It would appear the purchasing of MHs has reverted to the old system which many of us used to upgrade our coaches. This, of course, was the ridiculous trade in value given to satisfy the payoff in exchange for paying at or close to MSRP.
However, a friend of mine tried to play this game 18 months ago and was told the finance companies no longer looked the other way. he had to come up with a check for his upside balance on his trade.
Has the policy changed or was it just the dealer my friend dealt with?
As to this buyer, look over carefully any contract if you decide to buy. Obviously they will present you a contract with an OTD figure of 115117. They are charging you with a huge sales tax figure based on full MSRP. By juggling the sales price and your trade value, they can still come up with the same OTD price but pocket several hundred in "sales tax". If they do that, you know there's still room to negotiate.
I'd negotiate them right into the pokey.....That's TAX FRAUD.!!!!
....IF you have an upside down House/Car/RV, better hope you don't have a total loss due to accident, YOU will be left holding the 10's of thousands that are not paid due to the uposide down part of the value.
..Unless you have gap insurance to cover that difference.
If you anticipate being upside down on a loan, gap insurance is not a bad idea (although its much, much better to put enough $$ down or hold off on 'upgrades' long enough to avoid getting in any 'upside down' situation in the first place).
Try to sell your unit for $40,000.00 and then go buy the new one for 75% of msrp or 120,000.00, even if you only got $30,000.00 for your old one by adding $10,000.00 to pay it off your cost comes to $130,000.00. Even if you sold it for $20,000.00, your still better off.
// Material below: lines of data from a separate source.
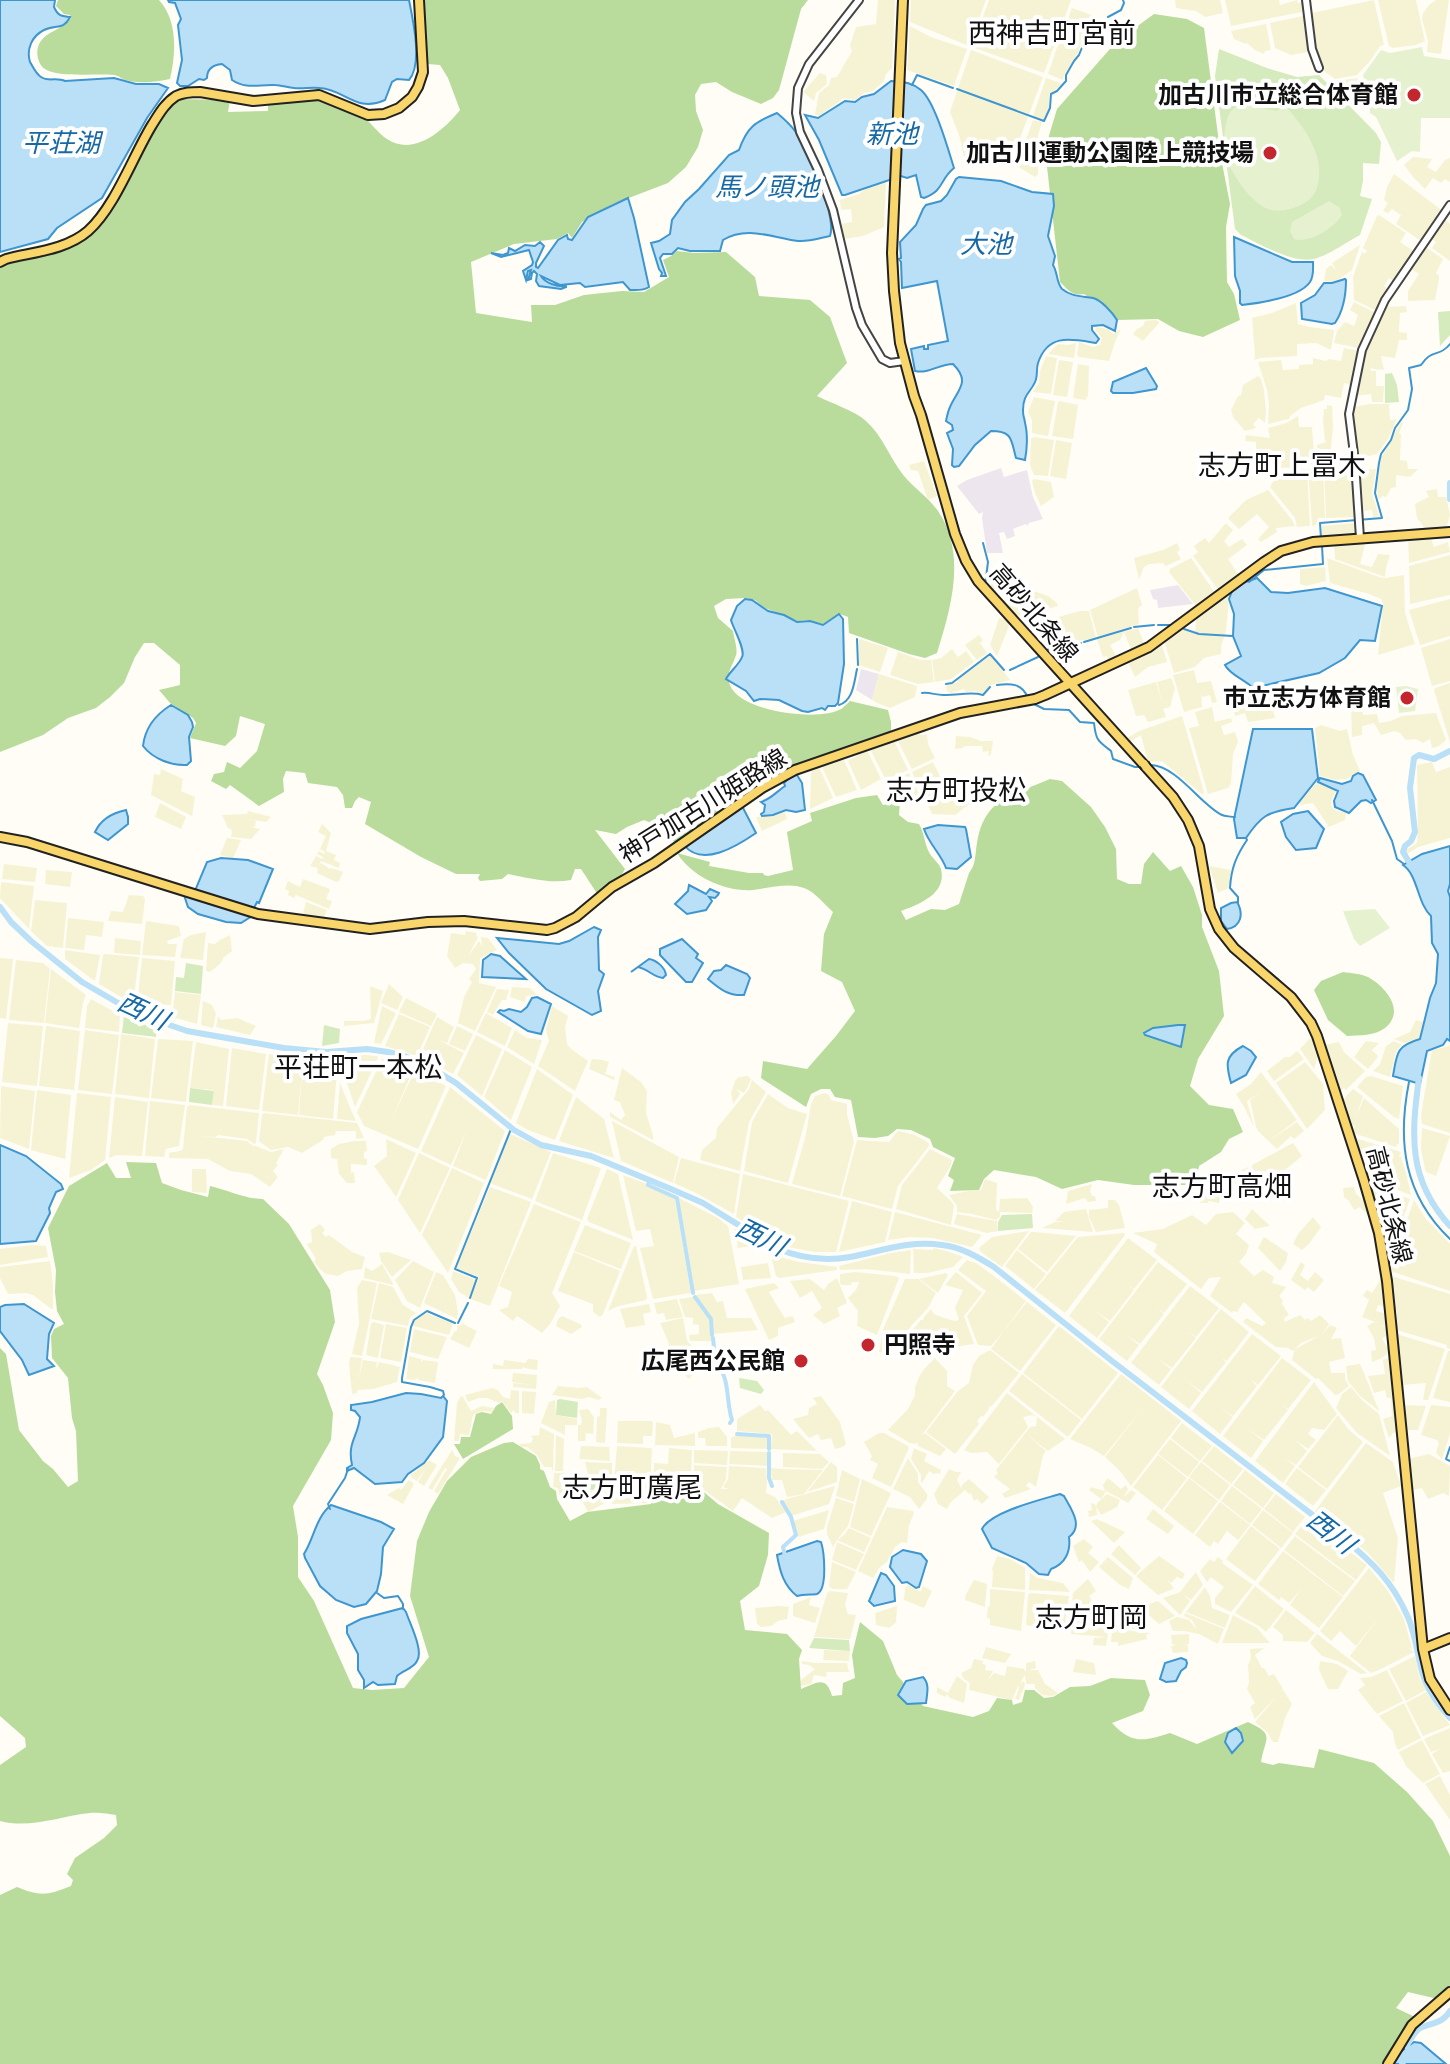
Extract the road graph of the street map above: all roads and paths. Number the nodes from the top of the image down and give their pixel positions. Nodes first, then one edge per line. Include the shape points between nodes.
1 (419, 0) edge
2 (859, 0) edge
3 (901, 0) edge
4 (1306, 0) edge
5 (1319, 68) dead end
6 (1450, 205) edge
7 (0, 262) edge
8 (902, 362) junction
9 (1450, 532) edge
10 (1360, 538) junction
11 (1069, 684) junction
12 (0, 837) edge
13 (1450, 1638) edge
14 (1423, 1649) junction
15 (1450, 1710) edge
16 (1450, 1992) edge
17 (1388, 2064) edge

1 - 7 main road via 423,72 405,104 368,115 319,95 265,101 200,92 177,96 161,110 102,216 87,232 56,247
2 - 8 street via 809,64 798,88 796,113 833,210 858,317 882,359
3 - 8 main road, 高砂北条線 via 892,253
4 - 5 street
6 - 10 street via 1381,308 1362,350 1349,414
8 - 11 main road, 高砂北条線 via 908,395 921,415 966,561
9 - 10 main road, 神戸加古川姫路線
10 - 11 main road, 神戸加古川姫路線 via 1281,551 1149,647
11 - 12 main road, 神戸加古川姫路線 via 1030,700 966,712 795,770 612,887 576,917 547,930 464,921 370,929 258,914
11 - 14 main road, 高砂北条線 via 1180,808 1199,846 1219,929 1301,1008 1325,1054 1384,1257
13 - 14 main road
14 - 15 main road, 高砂北条線 via 1430,1679
16 - 17 main road via 1412,2025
...$159,999 MSRP -dealer would not come off same since I was trading in.
- 50,000 Trade In (I thought the trade was more than fair)...
He is just playing with numbers. He can say he's not coming of the $160k msrp and giving you $50k for your old rig, or, he'll come down to $150k msrp and give you $40k for yours, or he'll come down to $140k msrp and give you $30k for yours...it's all the same.
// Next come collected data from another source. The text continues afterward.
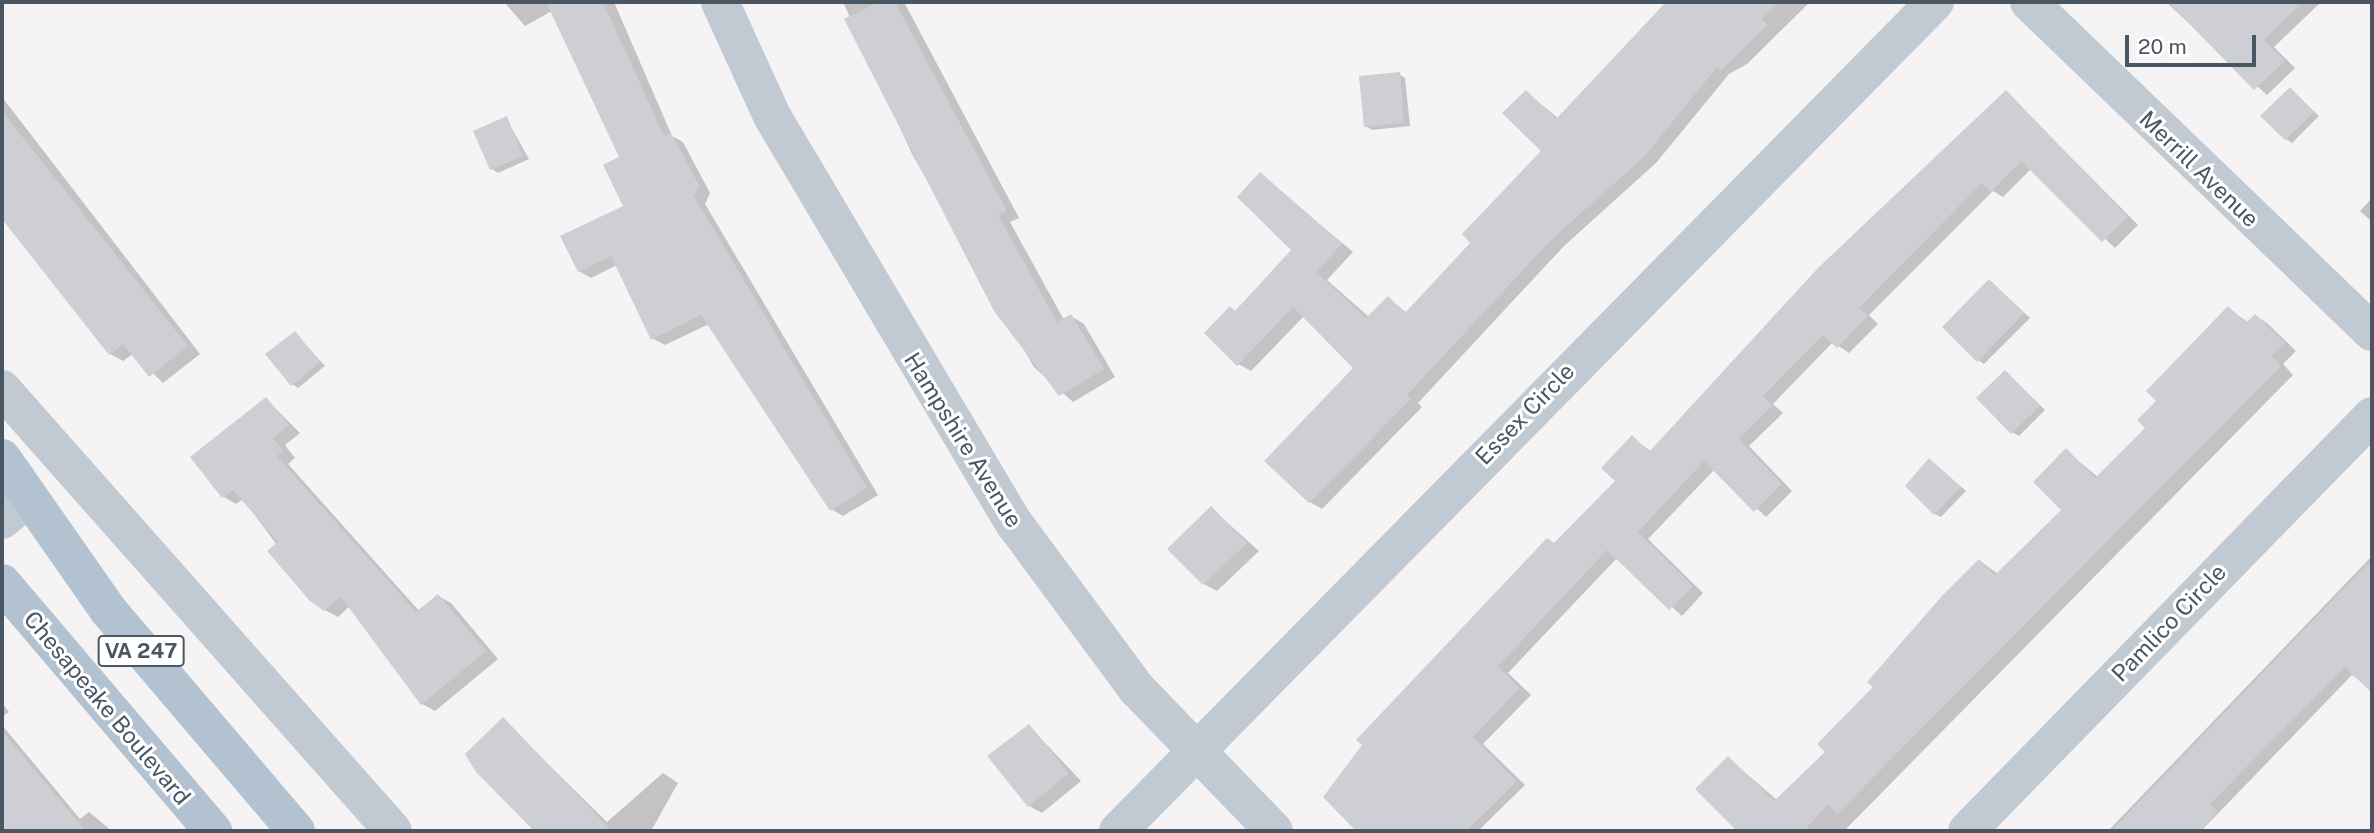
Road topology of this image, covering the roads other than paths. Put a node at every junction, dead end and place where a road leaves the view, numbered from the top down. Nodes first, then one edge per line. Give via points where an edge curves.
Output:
1 (720, 2) edge
2 (1935, 2) edge
3 (2029, 2) edge
4 (2372, 332) edge
5 (2, 389) edge
6 (2372, 416) edge
7 (2, 458) edge
8 (15, 509) edge
9 (2, 583) edge
10 (1194, 754) junction
11 (213, 831) edge
12 (296, 831) edge
13 (393, 831) edge
14 (1118, 831) edge
15 (1274, 831) edge
16 (1967, 831) edge

1 - 10 street, Hampshire Avenue via 772,116 961,443 1129,678
2 - 10 street, Essex Circle
3 - 4 street, Merrill Avenue
5 - 13 street
6 - 16 street, Pamlico Circle
7 - 8 main road, VA 247
8 - 12 main road, VA 247 via 108,610
9 - 11 main road, Chesapeake Boulevard / VA 247
10 - 14 street, Essex Circle
10 - 15 street, Hampshire Avenue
I don't think one person that posted here is a Breeze owner. They are a in-demand model and you likely will never get the sort of reduction in MSRP that is seen on a larger coach. As for waiting until the camping season is over, then you just lost the use and enjoyment of the product for a whole season. If I was happy with what deal I had worked out, I would go for it. Someone will always say you paid to much or that they paid less, or you should have one this or that. If you want some good advice, go to the tiffinrvnetwork.com and see if any actual owners will share their discount. Not sure they will, but at least you'll have some discussion with actual owners. You'll also have a source of information on the Breeze. Good Luck...enjoy!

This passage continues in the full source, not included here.